LCOE is a measure of cost-efficiency of generation sources across technology types. The metric is based on lifetime costs divided by energy production and calculates the present value of the total cost of building and operating a power plant over an assumed lifetime.
Lazard’s analysis finds that unsubsidized utility-scale solar, without tax credits, ranges from an LCOE of $0.038 per kWh to $0.78 per kWh, while onshore wind registers the lowest possible LCOE over the narrowest range, from $0.037 per kWh to $0.086 per kWh.
Utility-scale solar with energy storage co-located ranges from $0.05 per kWh to $0.131 per kWh, while natural gas peaker plants are far more expensive at $0.138 per kWh to $0.262 per kWh, accounting for a plus or minus 25% fluctuation in current gas prices.

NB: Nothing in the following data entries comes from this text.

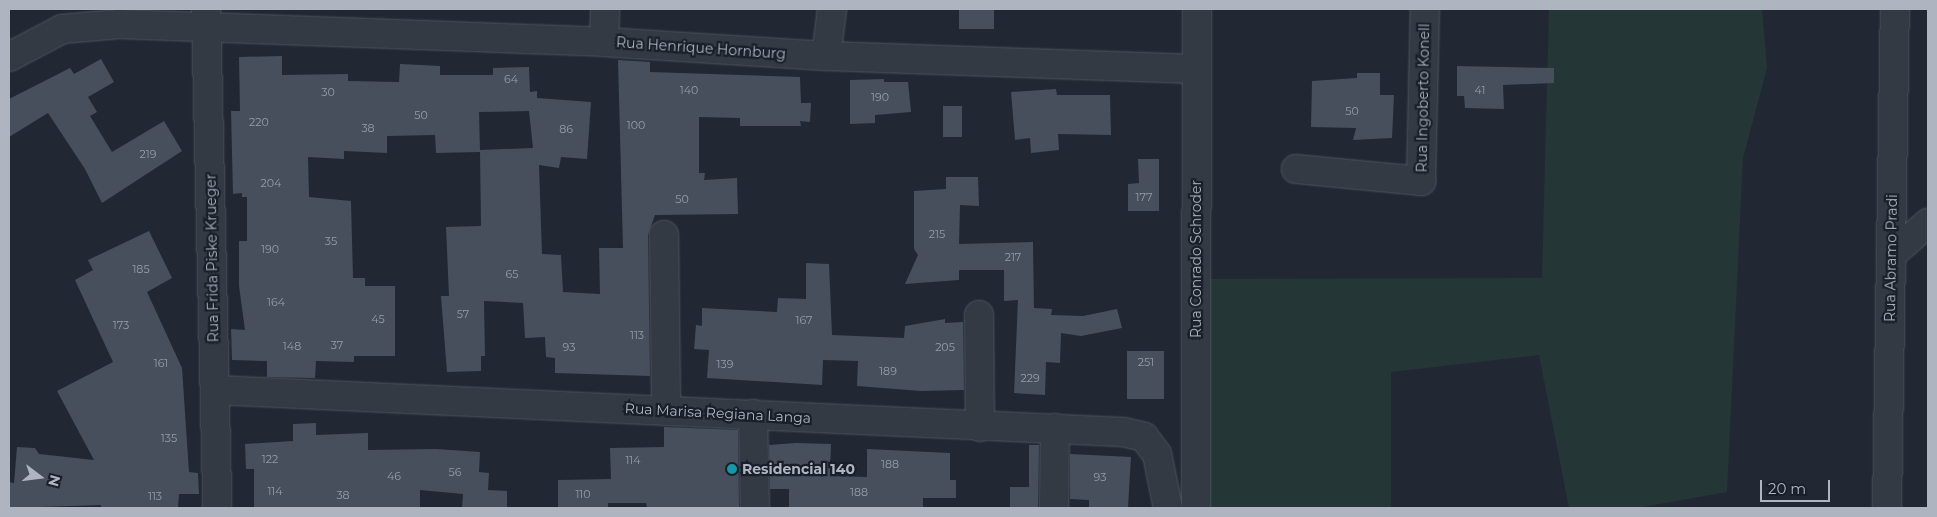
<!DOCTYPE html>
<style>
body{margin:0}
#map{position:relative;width:1937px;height:517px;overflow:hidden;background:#212833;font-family:Montserrat,sans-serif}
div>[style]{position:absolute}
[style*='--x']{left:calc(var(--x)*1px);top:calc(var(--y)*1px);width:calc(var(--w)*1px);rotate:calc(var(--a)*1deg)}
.green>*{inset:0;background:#253636}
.building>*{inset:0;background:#474f5d;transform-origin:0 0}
.roads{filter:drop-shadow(0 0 1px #4e555f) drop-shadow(0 0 1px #4e555f)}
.minor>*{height:28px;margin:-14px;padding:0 14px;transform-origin:14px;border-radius:14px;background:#343a44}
.dots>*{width:14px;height:14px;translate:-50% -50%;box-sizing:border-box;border:2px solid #191f29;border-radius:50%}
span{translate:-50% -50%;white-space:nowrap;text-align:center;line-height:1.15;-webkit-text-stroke:4.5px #191f29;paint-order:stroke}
.number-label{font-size:11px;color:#949ca8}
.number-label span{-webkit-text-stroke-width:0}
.street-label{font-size:14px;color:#aeb5c1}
.poi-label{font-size:14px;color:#aeb5c1;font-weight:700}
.left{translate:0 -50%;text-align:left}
.frame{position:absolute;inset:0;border:10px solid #aeb5c1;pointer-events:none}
.north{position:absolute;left:15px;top:452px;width:50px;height:50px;-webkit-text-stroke:4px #191f29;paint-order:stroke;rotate:105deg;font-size:14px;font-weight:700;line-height:20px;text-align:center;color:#aeb5c1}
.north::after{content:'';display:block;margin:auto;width:18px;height:22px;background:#aeb5c1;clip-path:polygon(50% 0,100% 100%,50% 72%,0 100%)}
.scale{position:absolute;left:1760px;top:480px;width:70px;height:22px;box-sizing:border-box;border:2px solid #aeb5c1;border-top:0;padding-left:6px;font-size:15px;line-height:18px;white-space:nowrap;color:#aeb5c1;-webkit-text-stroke:4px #191f29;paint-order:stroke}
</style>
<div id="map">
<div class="green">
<div style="clip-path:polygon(1549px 9px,1762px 9px,1767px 68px,1743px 158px,1727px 492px,1637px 508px,1569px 508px,1539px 355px,1391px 372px,1391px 508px,1202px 508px,1202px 279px,1542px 278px)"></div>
</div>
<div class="building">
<div style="left:959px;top:9px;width:35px;height:20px"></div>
<div style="clip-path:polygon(evenodd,282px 56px,282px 75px,348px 74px,348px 81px,399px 82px,400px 64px,440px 66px,440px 75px,493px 75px,493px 68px,529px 67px,530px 92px,537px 91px,537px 98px,591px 102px,587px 159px,561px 157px,559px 168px,539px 165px,542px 254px,561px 255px,563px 292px,600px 294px,599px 248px,623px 248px,618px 60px,650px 62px,650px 72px,800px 77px,801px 103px,811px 103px,810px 122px,800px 121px,801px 126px,740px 126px,740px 118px,699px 117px,699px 173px,705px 173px,704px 180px,737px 178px,738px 214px,655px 215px,648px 235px,650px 376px,555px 373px,555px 358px,546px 357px,545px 337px,525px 338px,523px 303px,484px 301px,485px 356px,481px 356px,481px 371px,447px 372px,441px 296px,449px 296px,446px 227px,481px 226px,480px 152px,436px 153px,435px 135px,387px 136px,387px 153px,344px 151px,344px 159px,308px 157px,309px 197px,351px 201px,353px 278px,365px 278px,365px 286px,395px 286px,395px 356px,354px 356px,354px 362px,316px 361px,315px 378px,267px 377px,267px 361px,232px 360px,231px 329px,245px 330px,239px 286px,239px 241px,247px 241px,247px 197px,242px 197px,242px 193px,233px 194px,231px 111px,240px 111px,239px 57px,282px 56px,529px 111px,533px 148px,480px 150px,479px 112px,529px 111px)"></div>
<div style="clip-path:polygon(101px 59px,114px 82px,88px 97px,97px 112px,90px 116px,112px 152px,164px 121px,182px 151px,102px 203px,85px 169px,48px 113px,9px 137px,9px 99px,70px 68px,74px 74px)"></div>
<div style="clip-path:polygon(1457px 66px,1554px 68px,1554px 83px,1503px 85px,1504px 109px,1465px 108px,1464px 96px,1457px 96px)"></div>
<div style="clip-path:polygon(1357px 73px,1380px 73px,1380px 95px,1394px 95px,1392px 138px,1353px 140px,1356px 128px,1311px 127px,1312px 81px,1357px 78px)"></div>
<div style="clip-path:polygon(884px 79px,884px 82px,908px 82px,911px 112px,875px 115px,875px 123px,850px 124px,850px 80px)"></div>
<div style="clip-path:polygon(1056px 89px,1057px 95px,1110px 95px,1111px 135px,1058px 134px,1059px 150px,1031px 153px,1030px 138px,1015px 140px,1011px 92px)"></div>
<div style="left:943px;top:106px;width:19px;height:31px"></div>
<div style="clip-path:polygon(1138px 159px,1159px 159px,1159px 211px,1128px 211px,1128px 184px,1139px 183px)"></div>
<div style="clip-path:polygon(946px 177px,978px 177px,979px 206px,960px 205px,959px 244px,1033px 242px,1034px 308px,1052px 309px,1051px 315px,1083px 316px,1117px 309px,1122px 328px,1081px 336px,1061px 333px,1060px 363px,1046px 362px,1045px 395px,1014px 393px,1018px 300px,1004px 301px,1004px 270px,959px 270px,959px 280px,905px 284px,918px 255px,914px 249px,914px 191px,946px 189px)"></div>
<div style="clip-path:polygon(149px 231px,172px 278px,147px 292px,182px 368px,189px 472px,198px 473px,199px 494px,179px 494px,178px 508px,101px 508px,101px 505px,9px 508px,9px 482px,14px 483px,17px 447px,35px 448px,39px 454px,94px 460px,57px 391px,113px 362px,75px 280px,93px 270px,88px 260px)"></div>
<div style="clip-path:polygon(806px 263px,829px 264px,832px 335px,904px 338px,905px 326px,945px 319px,945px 323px,963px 322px,964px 390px,921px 391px,857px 386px,858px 361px,823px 360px,822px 385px,707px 378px,709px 350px,694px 349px,696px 325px,702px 326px,702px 308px,777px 312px,778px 298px,806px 299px)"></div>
<div style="left:1127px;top:351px;width:37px;height:48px"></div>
<div style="clip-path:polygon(316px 423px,316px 435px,368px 433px,368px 450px,436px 449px,480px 452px,479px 472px,489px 473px,488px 490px,507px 491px,507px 508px,462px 508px,463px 494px,420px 490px,420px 508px,254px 508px,254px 469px,246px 469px,245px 444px,293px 441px,293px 424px)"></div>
<div style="clip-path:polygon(664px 427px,738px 430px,739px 508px,647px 508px,646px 503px,608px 503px,608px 508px,558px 508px,558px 480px,611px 479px,610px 448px,664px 447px)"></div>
<div style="clip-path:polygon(796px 443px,831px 444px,830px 476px,867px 477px,867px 449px,950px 453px,950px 480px,956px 480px,956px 498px,923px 498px,923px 508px,789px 508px,789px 489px,770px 489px,769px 445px)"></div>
<div style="clip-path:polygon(1029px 445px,1039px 445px,1038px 508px,1010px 508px,1010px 487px,1029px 487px)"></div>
<div style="clip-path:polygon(1070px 454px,1131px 457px,1128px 508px,1089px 508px,1089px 500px,1070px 499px)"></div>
</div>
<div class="roads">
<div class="minor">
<div style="--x:206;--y:9;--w:499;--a:88.7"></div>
<div style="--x:604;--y:42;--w:33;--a:-88"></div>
<div style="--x:826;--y:56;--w:47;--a:-82.7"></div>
<div style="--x:9;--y:57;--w:60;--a:-27.8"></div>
<div style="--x:62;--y:29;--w:57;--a:-5"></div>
<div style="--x:119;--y:24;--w:485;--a:2.1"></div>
<div style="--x:604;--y:42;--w:222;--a:3.6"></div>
<div style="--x:826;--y:56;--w:370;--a:2"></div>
<div style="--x:1296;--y:169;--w:126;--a:5.5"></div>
<div style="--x:1421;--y:181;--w:172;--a:-88.7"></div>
<div style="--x:664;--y:235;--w:176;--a:89.3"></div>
<div style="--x:1891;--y:255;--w:49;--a:-40.9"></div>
<div style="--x:979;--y:315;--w:112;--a:89.5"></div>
<div style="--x:215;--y:390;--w:909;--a:2.65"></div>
<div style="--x:1123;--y:432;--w:22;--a:13"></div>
<div style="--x:1144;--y:437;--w:21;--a:53"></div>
<div style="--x:1157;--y:454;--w:55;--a:78.5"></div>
<div style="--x:753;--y:414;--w:94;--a:88.8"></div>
<div style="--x:1054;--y:508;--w:80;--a:-89.3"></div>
<div style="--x:1196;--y:508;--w:499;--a:-89.9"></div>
<div style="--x:1887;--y:508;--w:499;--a:-89.1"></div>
</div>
</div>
<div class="dots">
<div style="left:732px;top:469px;background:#0f9aa8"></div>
</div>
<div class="number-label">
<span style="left:511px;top:79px">64</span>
<span style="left:689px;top:90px">140</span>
<span style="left:1480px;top:90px">41</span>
<span style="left:328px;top:92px">30</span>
<span style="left:880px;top:97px">190</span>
<span style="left:1352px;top:111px">50</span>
<span style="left:421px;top:115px">50</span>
<span style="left:259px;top:122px">220</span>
<span style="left:636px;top:125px">100</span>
<span style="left:368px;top:128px">38</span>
<span style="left:566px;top:129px">86</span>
<span style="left:148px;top:154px">219</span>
<span style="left:271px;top:183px">204</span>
<span style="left:1144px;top:197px">177</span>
<span style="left:682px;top:199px">50</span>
<span style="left:937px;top:234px">215</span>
<span style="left:331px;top:241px">35</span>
<span style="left:270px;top:249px">190</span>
<span style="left:1013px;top:257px">217</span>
<span style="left:141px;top:269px">185</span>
<span style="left:512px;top:274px">65</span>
<span style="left:276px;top:302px">164</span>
<span style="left:463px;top:314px">57</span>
<span style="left:378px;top:319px">45</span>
<span style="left:804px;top:320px">167</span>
<span style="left:121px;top:325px">173</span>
<span style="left:637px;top:335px">113</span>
<span style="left:337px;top:345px">37</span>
<span style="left:292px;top:346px">148</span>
<span style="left:569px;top:347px">93</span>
<span style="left:945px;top:347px">205</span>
<span style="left:1146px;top:362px">251</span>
<span style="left:161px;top:363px">161</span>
<span style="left:725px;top:364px">139</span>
<span style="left:888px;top:371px">189</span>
<span style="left:1030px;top:378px">229</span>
<span style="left:169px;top:438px">135</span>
<span style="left:270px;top:459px">122</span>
<span style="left:633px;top:460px">114</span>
<span style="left:890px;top:464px">188</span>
<span style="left:455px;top:472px">56</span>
<span style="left:394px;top:476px">46</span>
<span style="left:1100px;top:477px">93</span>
<span style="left:275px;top:491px">114</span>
<span style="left:859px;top:492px">188</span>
<span style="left:583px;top:494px">110</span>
<span style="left:343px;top:495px">38</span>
<span style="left:155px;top:496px">113</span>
</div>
<div class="street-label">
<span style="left:701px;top:48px;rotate:4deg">Rua Henrique Hornburg</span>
<span style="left:1423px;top:98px;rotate:-89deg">Rua Ingoberto Konell</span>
<span style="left:212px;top:258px;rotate:-91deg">Rua Frida Piske Krueger</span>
<span style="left:1891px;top:258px;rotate:-89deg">Rua Abramo Pradi</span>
<span style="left:1196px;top:259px;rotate:-90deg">Rua Conrado Schroder</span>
<span style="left:718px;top:413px;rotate:3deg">Rua Marisa Regiana Langa</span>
</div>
<div class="poi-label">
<span class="left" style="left:742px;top:469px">Residencial 140</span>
</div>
<div class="frame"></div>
<div class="north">N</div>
<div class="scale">20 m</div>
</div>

With subsidies included, the cost advantage is even stronger. Utility-scale solar is as inexpensive as $0.02 per kWh, while onshore wind is as low as $0.015 per kWh.
Notably, these two subsidized lowest-cost technologies are cheaper than the lowest-cost marginal cost of fossil fuel, meaning that the most cost-effective combined cycle natural gas plants that are already built and operating are more expensive electricity generators than new-build solar and wind.
This solidifies solar and wind power’s ability to be a replacement technology, rather than a complimentary source of power. However, the Investment Tax Credit and Production Tax Credit are currently needed for new-build renewable energy to beat the marginal cost of the cheapest sources fossil fuels operation, underscoring their importance to accelerate the energy transition to decarbonized sources.

Lazard’s analysis makes it clear, however, that even without tax credits, solar and wind are more cost-effective than new-build gas and coal, making them a more sensible investment for the U.S. power sector.
What’s more, Lazard finds that gas, coal and nuclear projects are more sensitive to the cost of capital, suggesting that the higher-for-longer interest environment further supports renewable energy investment.
“On an unsubsidized $/MWh basis, renewable energy remains the most cost-competitive form of generation. As such, renewable energy will continue to play a key role in the buildout of new power generation in the U.S.,” said the report. “This is particularly true in the current high power demand environment, where renewables stand out as both the lowest-cost and quickest-to-deploy generation resource.”